▶ What to produce
Restate each record below word for word, skipping images.

[Saved data entries]
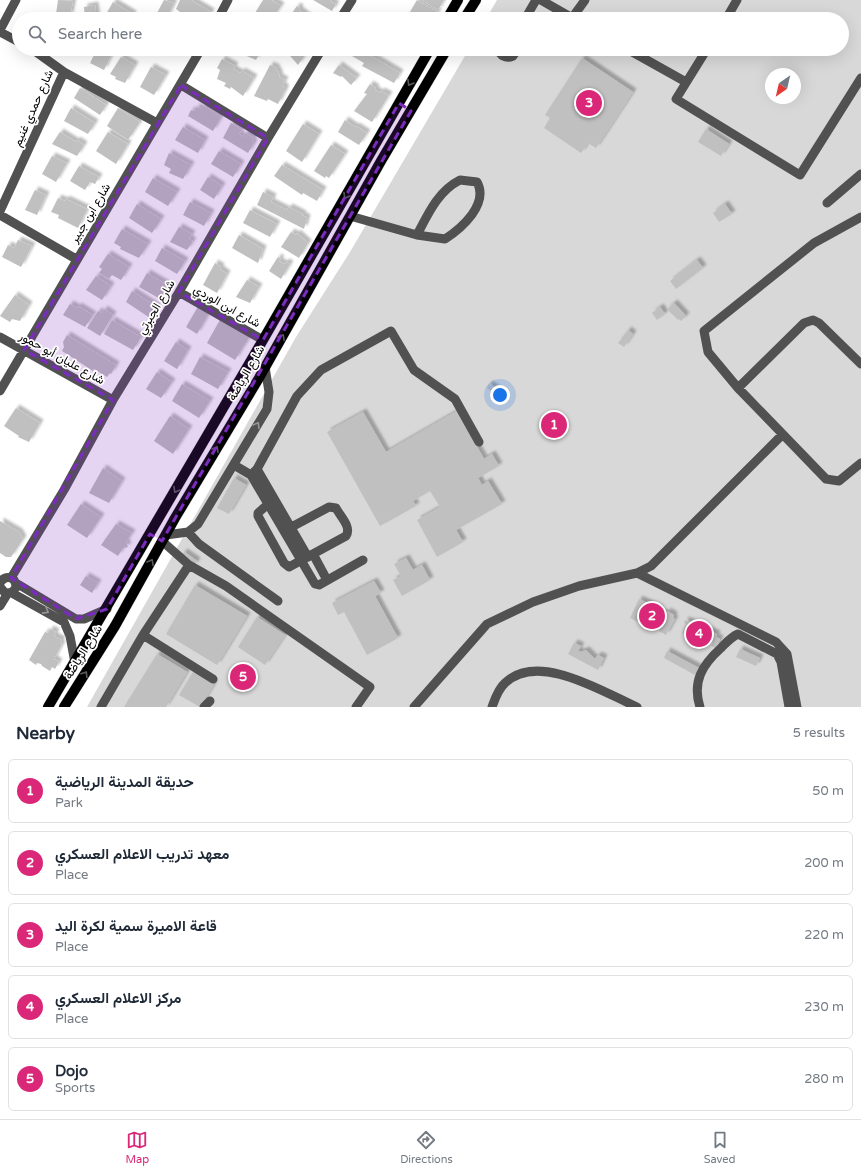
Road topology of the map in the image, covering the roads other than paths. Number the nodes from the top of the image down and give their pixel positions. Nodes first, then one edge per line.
1 (16, 0) edge
2 (228, 0) edge
3 (352, 0) edge
4 (458, 0) edge
5 (476, 0) edge
6 (536, 0) edge
7 (541, 0) edge
8 (585, 0) edge
9 (737, 0) edge
10 (222, 12) edge
11 (344, 12) edge
12 (451, 12) edge
13 (468, 12) edge
14 (529, 12) edge
15 (562, 12) edge
16 (577, 12) edge
17 (730, 12) edge
18 (0, 31) edge
19 (12, 38) edge
20 (42, 56) edge
21 (197, 56) edge
22 (318, 56) edge
23 (426, 56) edge
24 (443, 56) edge
25 (640, 56) edge
26 (703, 56) edge
27 (64, 72) junction
28 (861, 78) edge
29 (686, 82) junction
30 (181, 85) junction
31 (399, 103) junction
32 (411, 111) junction
33 (157, 123) junction
34 (268, 138) junction
35 (861, 174) edge
36 (827, 204) dead end
37 (0, 211) edge
38 (0, 215) edge
39 (350, 216) junction
40 (861, 217) edge
41 (417, 235) junction
42 (76, 259) junction
43 (179, 292) junction
44 (0, 337) edge
45 (263, 340) junction
46 (24, 350) junction
47 (861, 364) edge
48 (265, 367) junction
49 (738, 388) junction
50 (0, 391) edge
51 (113, 400) junction
52 (782, 435) junction
53 (479, 442) dead end
54 (861, 463) edge
55 (234, 465) junction
56 (254, 472) junction
57 (268, 504) junction
58 (287, 529) junction
59 (188, 532) junction
60 (150, 534) junction
61 (164, 538) junction
62 (307, 557) junction
63 (363, 560) dead end
64 (189, 565) junction
65 (637, 573) junction
66 (327, 580) junction
67 (5, 585) edge
68 (278, 601) dead end
69 (0, 606) edge
70 (107, 609) junction
71 (143, 635) junction
72 (75, 662) junction
73 (213, 679) dead end
74 (48, 707) edge
75 (64, 707) edge
76 (101, 707) edge
77 (356, 707) edge
78 (414, 707) edge
79 (492, 707) edge
80 (637, 707) edge
81 (700, 707) edge
82 (789, 707) edge
83 (797, 707) edge

1 - 18 street
2 - 10 street
3 - 11 street
4 - 12 main road
5 - 13 main road
6 - 14 street
7 - 15 street
8 - 16 street
9 - 17 street
18 - 19 street
20 - 27 street, شارع حمدي غنيم
21 - 30 street, شارع ابن جبير
22 - 34 street, شارع الجبرتي
23 -> 31 main road, شارع الرياضة
24 - 32 main road, شارع الرياضة
25 - 29 street
26 - 29 street
27 - 33 street
27 - 37 street, شارع حمدي غنيم
28 - 29 street
30 - 33 street, شارع ابن جبير
30 - 34 street
31 - 32 main road
31 -> 45 main road, شارع الرياضة
32 - 39 main road, شارع الرياضة
33 - 42 street, شارع ابن جبير
34 - 43 street, شارع الجبرتي
35 - 36 street
38 - 42 street
39 - 41 street
48 -> 39 main road, شارع الرياضة
40 - 49 street
41 - 41 street
42 - 46 street, شارع ابن جبير
43 - 45 street, شارع ابن الوردي
43 - 51 street, شارع الجبرتي
44 - 46 street, شارع عليان أبو حمور
45 -> 60 main road, شارع الرياضة
46 - 50 street, شارع ابن جبير
46 - 51 street, شارع عليان أبو حمور
47 - 49 street
55 -> 48 street
61 -> 48 main road, شارع الرياضة
49 - 52 street
51 - 67 street, شارع الجبرتي
52 - 54 street
52 - 65 street
53 - 56 street
55 - 56 street
55 - 59 street
56 - 57 street
56 - 58 street
57 - 58 street
57 - 62 street
58 - 62 street
58 - 62 street
59 - 61 street
59 - 68 street
60 - 61 main road
60 - 70 main road, شارع الرياضة
61 - 64 street
75 -> 61 main road, شارع الرياضة
62 - 66 street
62 - 66 street
63 - 66 street
64 - 71 street
64 - 77 street
65 - 78 street
65 - 83 street
67 - 69 street, شارع الجبرتي
67 - 70 street
67 -> 72 street
70 - 72 main road, شارع الرياضة
71 - 73 street
71 - 76 street
72 - 74 main road, شارع الرياضة
79 - 80 street
81 - 82 street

▶ Answer to this task
Road topology of the map in the image, covering the roads other than paths. Number the nodes from the top of the image down and give their pixel positions. Nodes first, then one edge per line.
1 (16, 0) edge
2 (228, 0) edge
3 (352, 0) edge
4 (458, 0) edge
5 (476, 0) edge
6 (536, 0) edge
7 (541, 0) edge
8 (585, 0) edge
9 (737, 0) edge
10 (222, 12) edge
11 (344, 12) edge
12 (451, 12) edge
13 (468, 12) edge
14 (529, 12) edge
15 (562, 12) edge
16 (577, 12) edge
17 (730, 12) edge
18 (0, 31) edge
19 (12, 38) edge
20 (42, 56) edge
21 (197, 56) edge
22 (318, 56) edge
23 (426, 56) edge
24 (443, 56) edge
25 (640, 56) edge
26 (703, 56) edge
27 (64, 72) junction
28 (861, 78) edge
29 (686, 82) junction
30 (181, 85) junction
31 (399, 103) junction
32 (411, 111) junction
33 (157, 123) junction
34 (268, 138) junction
35 (861, 174) edge
36 (827, 204) dead end
37 (0, 211) edge
38 (0, 215) edge
39 (350, 216) junction
40 (861, 217) edge
41 (417, 235) junction
42 (76, 259) junction
43 (179, 292) junction
44 (0, 337) edge
45 (263, 340) junction
46 (24, 350) junction
47 (861, 364) edge
48 (265, 367) junction
49 (738, 388) junction
50 (0, 391) edge
51 (113, 400) junction
52 (782, 435) junction
53 (479, 442) dead end
54 (861, 463) edge
55 (234, 465) junction
56 (254, 472) junction
57 (268, 504) junction
58 (287, 529) junction
59 (188, 532) junction
60 (150, 534) junction
61 (164, 538) junction
62 (307, 557) junction
63 (363, 560) dead end
64 (189, 565) junction
65 (637, 573) junction
66 (327, 580) junction
67 (5, 585) edge
68 (278, 601) dead end
69 (0, 606) edge
70 (107, 609) junction
71 (143, 635) junction
72 (75, 662) junction
73 (213, 679) dead end
74 (48, 707) edge
75 (64, 707) edge
76 (101, 707) edge
77 (356, 707) edge
78 (414, 707) edge
79 (492, 707) edge
80 (637, 707) edge
81 (700, 707) edge
82 (789, 707) edge
83 (797, 707) edge

1 - 18 street
2 - 10 street
3 - 11 street
4 - 12 main road
5 - 13 main road
6 - 14 street
7 - 15 street
8 - 16 street
9 - 17 street
18 - 19 street
20 - 27 street, شارع حمدي غنيم
21 - 30 street, شارع ابن جبير
22 - 34 street, شارع الجبرتي
23 -> 31 main road, شارع الرياضة
24 - 32 main road, شارع الرياضة
25 - 29 street
26 - 29 street
27 - 33 street
27 - 37 street, شارع حمدي غنيم
28 - 29 street
30 - 33 street, شارع ابن جبير
30 - 34 street
31 - 32 main road
31 -> 45 main road, شارع الرياضة
32 - 39 main road, شارع الرياضة
33 - 42 street, شارع ابن جبير
34 - 43 street, شارع الجبرتي
35 - 36 street
38 - 42 street
39 - 41 street
48 -> 39 main road, شارع الرياضة
40 - 49 street
41 - 41 street
42 - 46 street, شارع ابن جبير
43 - 45 street, شارع ابن الوردي
43 - 51 street, شارع الجبرتي
44 - 46 street, شارع عليان أبو حمور
45 -> 60 main road, شارع الرياضة
46 - 50 street, شارع ابن جبير
46 - 51 street, شارع عليان أبو حمور
47 - 49 street
55 -> 48 street
61 -> 48 main road, شارع الرياضة
49 - 52 street
51 - 67 street, شارع الجبرتي
52 - 54 street
52 - 65 street
53 - 56 street
55 - 56 street
55 - 59 street
56 - 57 street
56 - 58 street
57 - 58 street
57 - 62 street
58 - 62 street
58 - 62 street
59 - 61 street
59 - 68 street
60 - 61 main road
60 - 70 main road, شارع الرياضة
61 - 64 street
75 -> 61 main road, شارع الرياضة
62 - 66 street
62 - 66 street
63 - 66 street
64 - 71 street
64 - 77 street
65 - 78 street
65 - 83 street
67 - 69 street, شارع الجبرتي
67 - 70 street
67 -> 72 street
70 - 72 main road, شارع الرياضة
71 - 73 street
71 - 76 street
72 - 74 main road, شارع الرياضة
79 - 80 street
81 - 82 street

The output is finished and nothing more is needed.